By Adam Aton | 08/25/2021 05:39 AM EST

Rep. Josh Gottheimer (D-N.J.) is bucking his party’s efforts to spend $3.5 trillion on climate change and other issues. Francis Chung/E&E News

In April 2019, House Democrats used their new majority to haul bank executives before the Financial Services Committee. Lawmakers uncorked questions about risk, discrimination — and climate.

Rep. Rashida Tlaib (D-Mich.) demanded to know when the banks planned to wind down investments driving climate change. Committee Chair Maxine Waters (D-Calif.) played a slideshow that linked the banks to, among other things, major fossil fuel extraction.

Rep. Josh Gottheimer (D-N.J.) chose the opposite tone.
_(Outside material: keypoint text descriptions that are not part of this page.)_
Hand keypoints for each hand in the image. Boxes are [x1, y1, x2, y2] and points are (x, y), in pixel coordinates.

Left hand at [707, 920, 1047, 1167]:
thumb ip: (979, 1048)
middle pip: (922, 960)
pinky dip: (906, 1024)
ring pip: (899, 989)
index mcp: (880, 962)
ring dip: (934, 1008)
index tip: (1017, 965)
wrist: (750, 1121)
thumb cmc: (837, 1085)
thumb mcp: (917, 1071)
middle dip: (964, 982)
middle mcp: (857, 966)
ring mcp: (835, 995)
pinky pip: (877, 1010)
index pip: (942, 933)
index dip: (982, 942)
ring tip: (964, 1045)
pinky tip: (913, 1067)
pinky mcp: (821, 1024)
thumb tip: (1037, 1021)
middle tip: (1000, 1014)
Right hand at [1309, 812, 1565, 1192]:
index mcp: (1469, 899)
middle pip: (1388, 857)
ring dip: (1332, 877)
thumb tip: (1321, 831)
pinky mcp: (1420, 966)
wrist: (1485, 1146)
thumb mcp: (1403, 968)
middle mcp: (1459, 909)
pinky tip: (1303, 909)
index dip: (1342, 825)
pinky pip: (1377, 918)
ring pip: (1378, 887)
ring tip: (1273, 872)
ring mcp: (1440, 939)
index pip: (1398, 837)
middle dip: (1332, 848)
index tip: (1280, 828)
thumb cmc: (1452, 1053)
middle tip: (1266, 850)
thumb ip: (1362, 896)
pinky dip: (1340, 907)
“I wish we had also put up slides earlier today that look more like this one, about how many jobs your firms have created,” he said, holding up a printout to the bankers, “Or slides showing how many entrepreneurs and small and minority-owned businesses have been supported by your institutions.”
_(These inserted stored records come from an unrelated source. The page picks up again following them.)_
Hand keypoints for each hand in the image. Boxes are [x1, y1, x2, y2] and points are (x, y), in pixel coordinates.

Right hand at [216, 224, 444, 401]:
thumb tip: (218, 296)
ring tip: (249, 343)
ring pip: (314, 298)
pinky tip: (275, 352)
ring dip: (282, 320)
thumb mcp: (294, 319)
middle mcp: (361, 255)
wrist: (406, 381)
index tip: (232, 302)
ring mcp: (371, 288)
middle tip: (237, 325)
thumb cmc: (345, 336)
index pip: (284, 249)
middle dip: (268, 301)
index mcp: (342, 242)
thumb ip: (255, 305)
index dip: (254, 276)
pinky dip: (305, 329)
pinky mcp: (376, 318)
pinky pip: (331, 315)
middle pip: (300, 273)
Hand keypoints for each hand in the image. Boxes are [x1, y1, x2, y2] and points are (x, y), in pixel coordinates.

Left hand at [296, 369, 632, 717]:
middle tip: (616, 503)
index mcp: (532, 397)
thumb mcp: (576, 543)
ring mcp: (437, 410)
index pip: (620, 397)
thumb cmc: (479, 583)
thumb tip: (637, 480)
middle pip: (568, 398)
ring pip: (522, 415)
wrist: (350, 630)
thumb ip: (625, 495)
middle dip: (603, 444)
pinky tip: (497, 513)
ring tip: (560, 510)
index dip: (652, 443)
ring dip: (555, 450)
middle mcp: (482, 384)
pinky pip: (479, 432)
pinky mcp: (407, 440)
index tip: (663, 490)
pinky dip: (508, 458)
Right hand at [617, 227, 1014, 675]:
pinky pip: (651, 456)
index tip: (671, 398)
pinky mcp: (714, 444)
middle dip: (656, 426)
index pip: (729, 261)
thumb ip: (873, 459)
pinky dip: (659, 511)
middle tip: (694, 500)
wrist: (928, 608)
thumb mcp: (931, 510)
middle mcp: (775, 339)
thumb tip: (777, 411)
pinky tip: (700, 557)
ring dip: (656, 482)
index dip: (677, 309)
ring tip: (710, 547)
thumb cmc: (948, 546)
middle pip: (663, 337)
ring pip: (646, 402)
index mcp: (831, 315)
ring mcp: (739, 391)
Gottheimer did not explicitly defend fossil fuel financing, like some Republicans on the panel did. He supports carbon pricing, joined the Climate Solutions Caucus and has voted on environmental issues mostly in line with other Democrats. (The League of Conservation Voters scored his 2020 votes at a perfect 100 percent.)

But the New Jersey congressman did step on the plans of his party leaders.
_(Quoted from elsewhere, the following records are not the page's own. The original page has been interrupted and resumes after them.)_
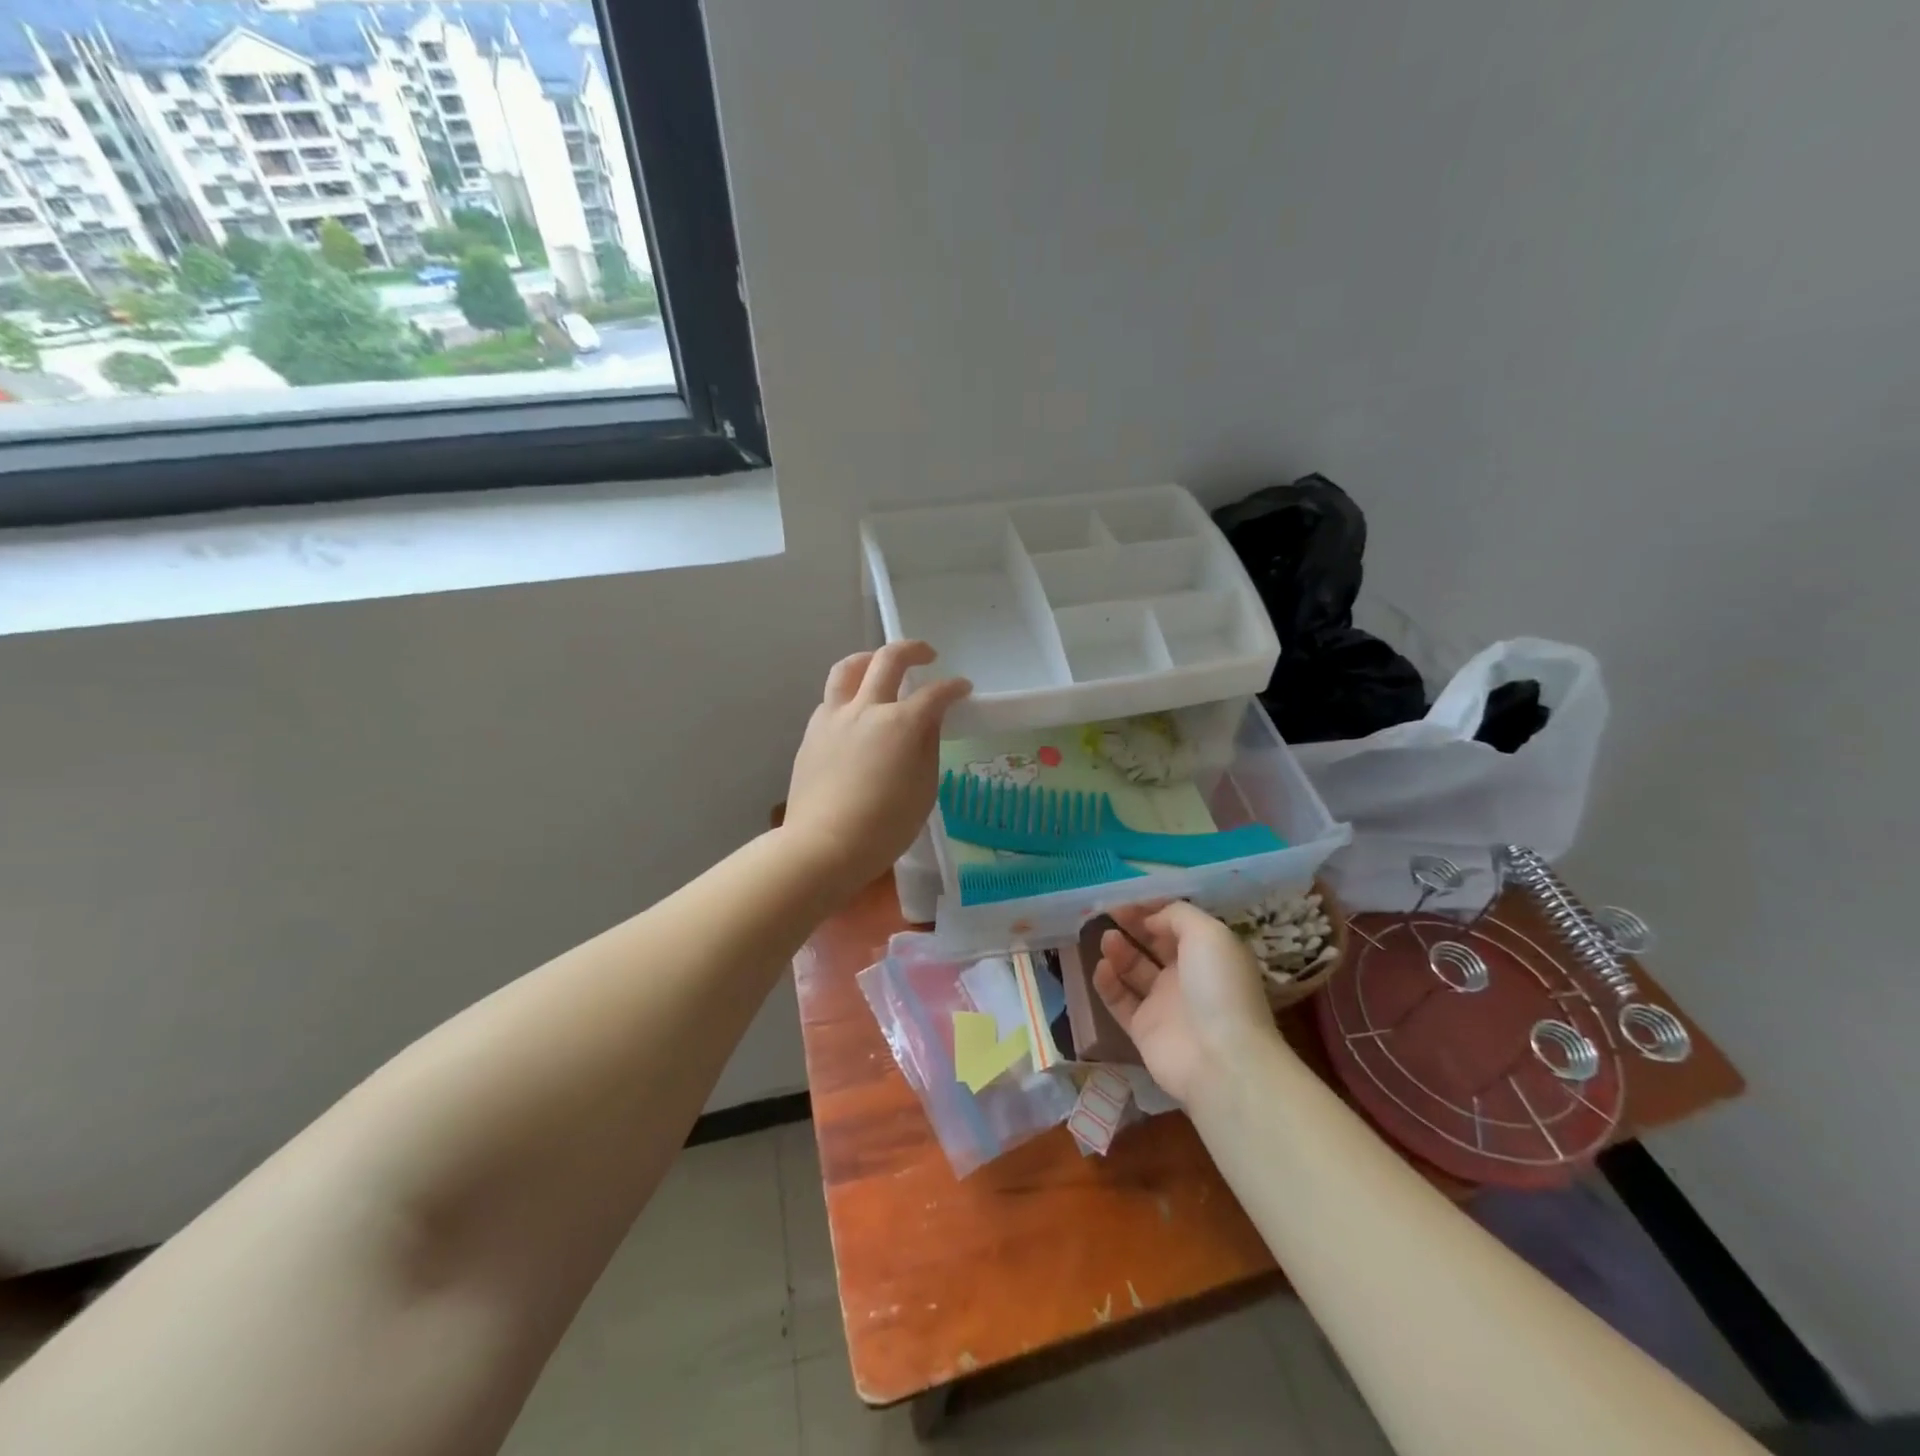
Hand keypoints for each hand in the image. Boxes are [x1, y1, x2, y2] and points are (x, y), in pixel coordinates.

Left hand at [785, 642, 970, 897]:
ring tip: (878, 665)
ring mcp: (834, 717)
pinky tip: (855, 712)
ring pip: (848, 669)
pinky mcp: (812, 733)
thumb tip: (929, 721)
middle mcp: (867, 708)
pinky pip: (831, 698)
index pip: (935, 694)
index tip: (962, 689)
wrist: (824, 845)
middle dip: (912, 650)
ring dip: (869, 659)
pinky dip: (849, 693)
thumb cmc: (886, 826)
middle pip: (889, 660)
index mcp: (901, 723)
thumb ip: (928, 747)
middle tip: (926, 655)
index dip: (953, 688)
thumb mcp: (924, 789)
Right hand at [1093, 901, 1288, 1105]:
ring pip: (1134, 969)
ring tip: (1107, 940)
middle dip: (1132, 925)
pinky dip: (1108, 983)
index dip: (1152, 908)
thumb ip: (1177, 915)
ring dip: (1119, 951)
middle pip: (1153, 943)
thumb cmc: (1218, 986)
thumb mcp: (1208, 933)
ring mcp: (1164, 1003)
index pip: (1175, 923)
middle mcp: (1187, 975)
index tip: (1126, 898)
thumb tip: (1150, 918)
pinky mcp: (1143, 1028)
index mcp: (1208, 952)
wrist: (1220, 1059)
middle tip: (1107, 911)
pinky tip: (1102, 967)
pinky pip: (1120, 1000)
Now, he’s doing it again — at a much higher level and against the pressure of almost his entire party. His gambit holds potentially serious implications for climate policy.

Gottheimer is leading a centrist revolt against Democrats’ reconciliation plans, the centerpiece of President Biden’s climate policy. He and eight other Democrats yesterday forced House leaders to set a date for voting on the smaller, bipartisan infrastructure bill that passed the Senate earlier this summer.

Democratic leaders had sought to move the $3.5 trillion party-line bill in tandem with the bipartisan bill, which provides $550 billion in new spending. That would give them leverage against centrists who want to pass the smaller bill but are uncomfortable with the bigger one. Democrats’ razor-thin majorities mean the party needs virtual unanimity.

But Gottheimer didn’t give it to them. He led a group of centrists who refused to proceed on the bigger package until it was divorced from the smaller one. They demanded a vote on the bipartisan bill before allowing reconciliation to move forward.

The deal Gottheimer struck with House Speaker Nancy Pelosi (D-Calif.) would see the House vote on the bipartisan bill no later than Sept. 27 (E&E News PM, Aug. 24).

Leading up to that last-minute agreement, the third-term lawmaker faced a broad onslaught of pressure — including from his home state.

New Jersey Gov. Phil Murphy (D) tweeted his support for Pelosi’s strategy. The Sierra Club’s New Jersey Chapter said Gottheimer’s approach was “completely at odds” with voters’ demands for climate action. Protesters rallied yesterday outside his north Jersey district office.

But Gottheimer remained defiant.

“There’s no reason to wait four, five months or more sitting on this infrastructure package and risking that — or threatening and holding it hostage like some of my colleagues are doing,” he said yesterday on CNN. “That just doesn’t make sense.”

His position isn’t exactly a surprise. He won his seat in 2016 by unseating a Republican, and he has survived in a swing district by crossing the aisle. Gottheimer’s record is even to the right of a few Republicans, according to a GovTrack analysis of the bills he has sponsored.

A co-chair of the bipartisan Problem Solvers Caucus, Gottheimer tried to strike an infrastructure deal earlier this summer when talks between Biden and Senate Republicans hit the rocks. Some in his group floated the idea of financing infrastructure through a carbon tax, but no deal was finalized.

Gottheimer has also shown that he’s willing to clash with Democratic leadership on high-profile issues. In 2019, according to The Intercept, he worked to upend a bipartisan effort to end U.S. support for the Saudi-led war in Yemen. (He eventually supported the measure.)

This time might be a bigger gamble.

“A lot of the people I’ve talked to in [his district’s] progressive communities say things like, ‘Well, we gave him leeway on other votes. But he’s really crossed the line here,’” a Garden State Democrat said.